Although the Islamists had admitted that they deserted their various trenches warfare across the capital lonely, but rejected Sharif’s claim saying that their Friday’s retreat was ‘military tactics’.
Speaking to a pro-al- Shabab radio station of Andulus based in Mogadishu, the militants’ spokesman Sheikh Ali Mahamud Rage said his group fighters’ pull out was strategic only but not defeat.“We leave Mogadishu but we remain in other towns in the areas we control”, said Rage.
A-9,000 strong African peacekeeping troops and Somali transitional federal government have been struggling to control that country from a tight grip of the Islamist insurgency more and more since this the beginning of 2011.
Before Al Shabab’s muscle shrank on Saturday there had been reports of a string of fresh intensified gun battles, being violent later on Friday.
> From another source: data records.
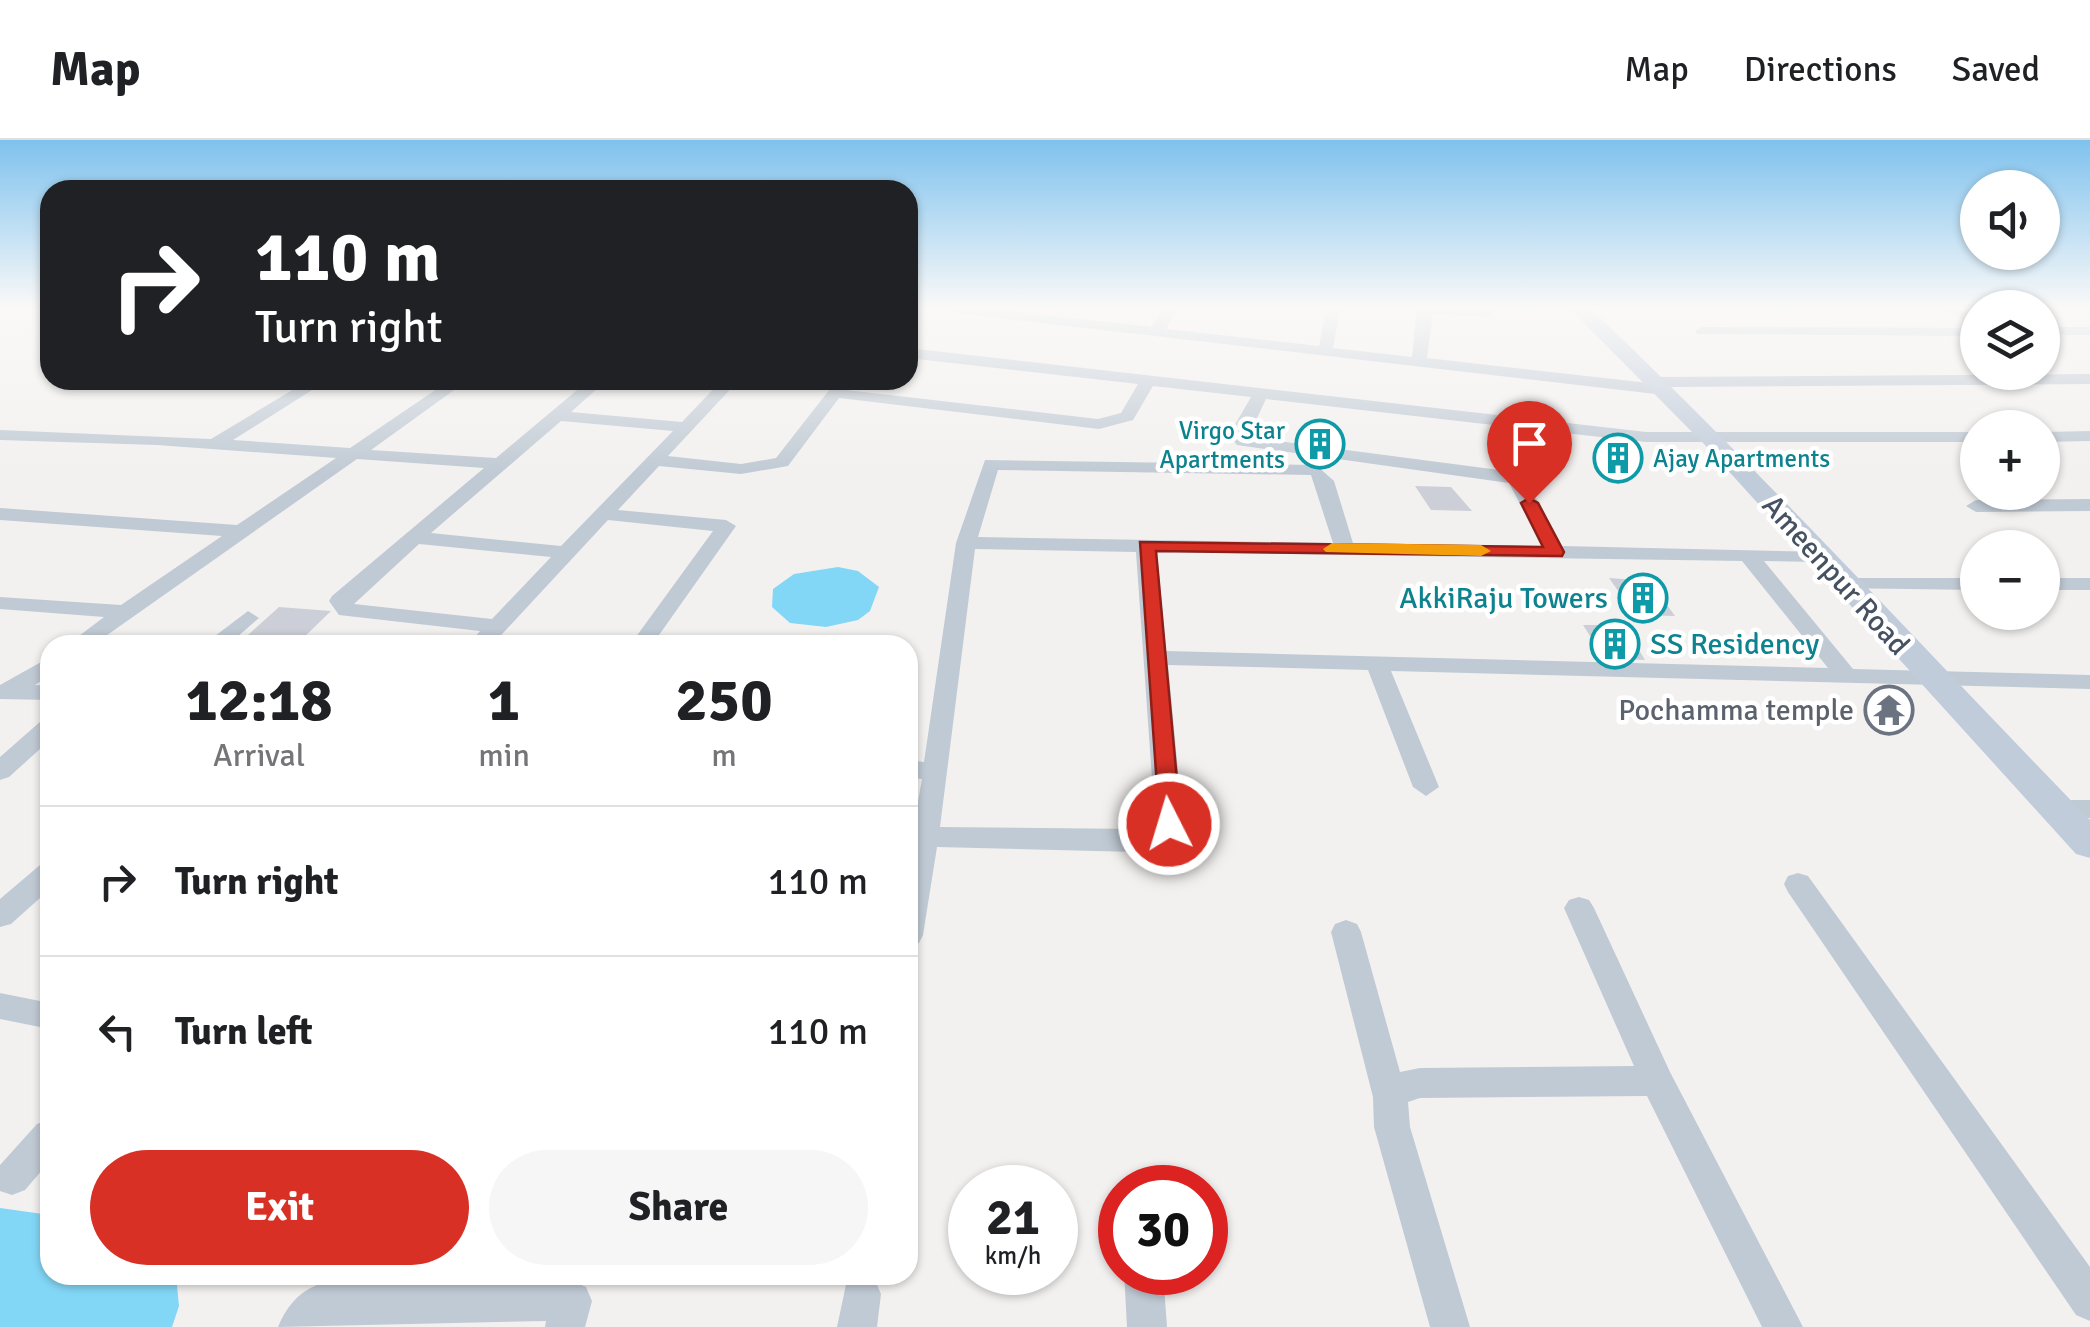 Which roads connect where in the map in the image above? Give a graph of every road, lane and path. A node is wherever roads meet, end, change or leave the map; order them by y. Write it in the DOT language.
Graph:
graph roads {
  1 [pos="1002,364"];
  2 [pos="1434,364"];
  3 [pos="1638,364"];
  4 [pos="2081,379"];
  5 [pos="1148,382"];
  6 [pos="1660,386"];
  7 [pos="303,390"];
  8 [pos="446,390"];
  9 [pos="587,390"];
  10 [pos="721,390"];
  11 [pos="837,390"];
  12 [pos="867,390"];
  13 [pos="2090,390"];
  14 [pos="1260,395"];
  15 [pos="557,416"];
  16 [pos="1100,424"];
  17 [pos="1520,426"];
  18 [pos="685,427"];
  19 [pos="0,435"];
  20 [pos="2090,436"];
  21 [pos="1960,437"];
  22 [pos="2060,437"];
  23 [pos="1713,439"];
  24 [pos="214,444"];
  25 [pos="357,453"];
  26 [pos="653,460"];
  27 [pos="1097,463"];
  28 [pos="500,464"];
  29 [pos="1516,478"];
  30 [pos="2060,505"];
  31 [pos="2090,505"];
  32 [pos="0,514"];
  33 [pos="602,514"];
  34 [pos="246,532"];
  35 [pos="412,537"];
  36 [pos="966,543"];
  37 [pos="1146,546"];
  38 [pos="1345,549"];
  39 [pos="1555,552"];
  40 [pos="566,553"];
  41 [pos="1748,555"];
  42 [pos="1818,556"];
  43 [pos="1842,584"];
  44 [pos="1960,584"];
  45 [pos="2060,584"];
  46 [pos="2090,584"];
  47 [pos="0,602"];
  48 [pos="125,612"];
  49 [pos="248,618"];
  50 [pos="496,626"];
  51 [pos="92,635"];
  52 [pos="227,635"];
  53 [pos="488,635"];
  54 [pos="648,635"];
  55 [pos="1154,658"];
  56 [pos="1377,665"];
  57 [pos="40,670"];
  58 [pos="1846,675"];
  59 [pos="1934,680"];
  60 [pos="2090,682"];
  61 [pos="5,692"];
  62 [pos="40,693"];
  63 [pos="40,736"];
  64 [pos="918,770"];
  65 [pos="0,772"];
  66 [pos="936,772"];
  67 [pos="1426,786"];
  68 [pos="2058,809"];
  69 [pos="2090,809"];
  70 [pos="925,837"];
  71 [pos="2090,844"];
  72 [pos="918,877"];
  73 [pos="40,881"];
  74 [pos="1798,884"];
  75 [pos="1579,908"];
  76 [pos="0,916"];
  77 [pos="1346,932"];
  78 [pos="0,1006"];
  79 [pos="40,1014"];
  80 [pos="1658,1080"];
  81 [pos="1390,1097"];
  82 [pos="40,1146"];
  83 [pos="12,1178"];
  84 [pos="1144,1295"];
  85 [pos="2090,1302"];
  86 [pos="298,1327"];
  87 [pos="566,1327"];
  88 [pos="1147,1327"];
  89 [pos="1450,1327"];
  90 [pos="1784,1327"];
  1 -- 5 [label="street"];
  2 -- 6 [label="street"];
  3 -- 6 [label="street, Ameenpur Road"];
  4 -- 6 [label="street"];
  4 -- 13 [label="street"];
  5 -- 14 [label="street"];
  5 -- 16 [label="street"];
  6 -- 23 [label="street, Ameenpur Road"];
  7 -- 24 [label="street"];
  8 -- 25 [label="street"];
  9 -- 15 [label="street"];
  10 -- 18 [label="street"];
  11 -- 26 [label="street"];
  12 -- 16 [label="street"];
  14 -- 17 [label="street"];
  14 -- 29 [label="street"];
  15 -- 18 [label="street"];
  15 -- 28 [label="street"];
  16 -- 27 [label="street"];
  17 -- 23 [label="street"];
  17 -- 29 [label="street"];
  18 -- 26 [label="street"];
  19 -- 24 [label="street"];
  20 -- 22 [label="street"];
  21 -- 23 [label="street"];
  23 -- 42 [label="street, Ameenpur Road"];
  24 -- 25 [label="street"];
  25 -- 28 [label="street"];
  25 -- 34 [label="street"];
  26 -- 33 [label="street"];
  27 -- 36 [label="street"];
  27 -- 38 [label="street"];
  28 -- 35 [label="street"];
  29 -- 39 [label="street"];
  30 -- 31 [label="street"];
  32 -- 34 [label="street"];
  33 -- 40 [label="street"];
  33 -- 54 [label="street"];
  34 -- 48 [label="street"];
  35 -- 40 [label="street"];
  35 -- 50 [label="street"];
  36 -- 37 [label="street"];
  36 -- 66 [label="street"];
  37 -- 38 [label="street"];
  37 -- 55 [label="street"];
  38 -- 39 [label="street"];
  39 -- 41 [label="street"];
  40 -- 50 [label="street"];
  41 -- 42 [label="street"];
  41 -- 58 [label="street"];
  42 -- 43 [label="street, Ameenpur Road"];
  43 -- 44 [label="street"];
  43 -- 59 [label="street, Ameenpur Road"];
  45 -- 46 [label="street"];
  47 -- 48 [label="street"];
  48 -- 51 [label="street"];
  49 -- 52 [label="street"];
  50 -- 53 [label="street"];
  55 -- 56 [label="street"];
  55 -- 70 [label="street"];
  56 -- 58 [label="street"];
  56 -- 67 [label="street"];
  57 -- 61 [label="street"];
  58 -- 59 [label="street"];
  59 -- 60 [label="street"];
  59 -- 68 [label="street, Ameenpur Road"];
  61 -- 62 [label="street"];
  63 -- 65 [label="street"];
  64 -- 66 [label="street"];
  66 -- 70 [label="street"];
  68 -- 69 [label="street"];
  68 -- 71 [label="street, Ameenpur Road"];
  70 -- 72 [label="street"];
  73 -- 76 [label="street"];
  74 -- 85 [label="street"];
  75 -- 80 [label="street"];
  77 -- 81 [label="street"];
  78 -- 79 [label="street"];
  80 -- 81 [label="street"];
  80 -- 90 [label="street"];
  81 -- 89 [label="street"];
  82 -- 83 [label="street"];
  84 -- 88 [label="street"];
  86 -- 87 [label="street"];
}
Since the insurgent group came into its existence a year ago it had not shown such an act before this.
Some say if the pull out of the rebels continues it may bear peace in Somalia, and reducing Al-Qaeda threat in the region as soon as possible.
Somalia has been facing an anarchic period since the fall of dictator Mohamed Siyad Barre regime in 1991.
The rebels are said to be intended to topple the government while imposing a strict version of Islamic Sharia Law in the country, where it accuses the internationally recognized government to be a western puppet.